WORK REQUIRED:
Only lines containing the word "nodes" belong in the answer; copy each one from the records.

TASK INPUTS:
=== Begin Enclosure ===

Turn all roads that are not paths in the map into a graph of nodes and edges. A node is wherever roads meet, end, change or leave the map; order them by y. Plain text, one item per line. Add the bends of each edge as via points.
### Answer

=== End Enclosure ===
=== Begin Enclosure ===

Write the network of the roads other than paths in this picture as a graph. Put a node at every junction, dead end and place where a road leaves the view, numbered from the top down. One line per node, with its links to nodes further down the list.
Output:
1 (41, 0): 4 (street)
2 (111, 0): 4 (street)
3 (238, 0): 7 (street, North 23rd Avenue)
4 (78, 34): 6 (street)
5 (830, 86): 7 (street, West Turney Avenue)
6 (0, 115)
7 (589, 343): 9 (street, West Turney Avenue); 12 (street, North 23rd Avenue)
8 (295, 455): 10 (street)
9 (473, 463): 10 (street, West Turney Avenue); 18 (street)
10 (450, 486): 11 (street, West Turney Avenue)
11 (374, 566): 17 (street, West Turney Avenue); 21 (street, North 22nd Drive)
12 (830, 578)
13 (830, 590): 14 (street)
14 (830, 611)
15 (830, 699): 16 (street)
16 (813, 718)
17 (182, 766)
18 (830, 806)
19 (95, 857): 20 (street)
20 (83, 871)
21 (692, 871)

=== End Enclosure ===

ANSWER TO THE EXERCISE:
Turn all roads that are not paths in the map into a graph of nodes and edges. A node is wherever roads meet, end, change or leave the map; order them by y. Plain text, one item per line. Add the bends of each edge as via points.
Write the network of the roads other than paths in this picture as a graph. Put a node at every junction, dead end and place where a road leaves the view, numbered from the top down. One line per node, with its links to nodes further down the list.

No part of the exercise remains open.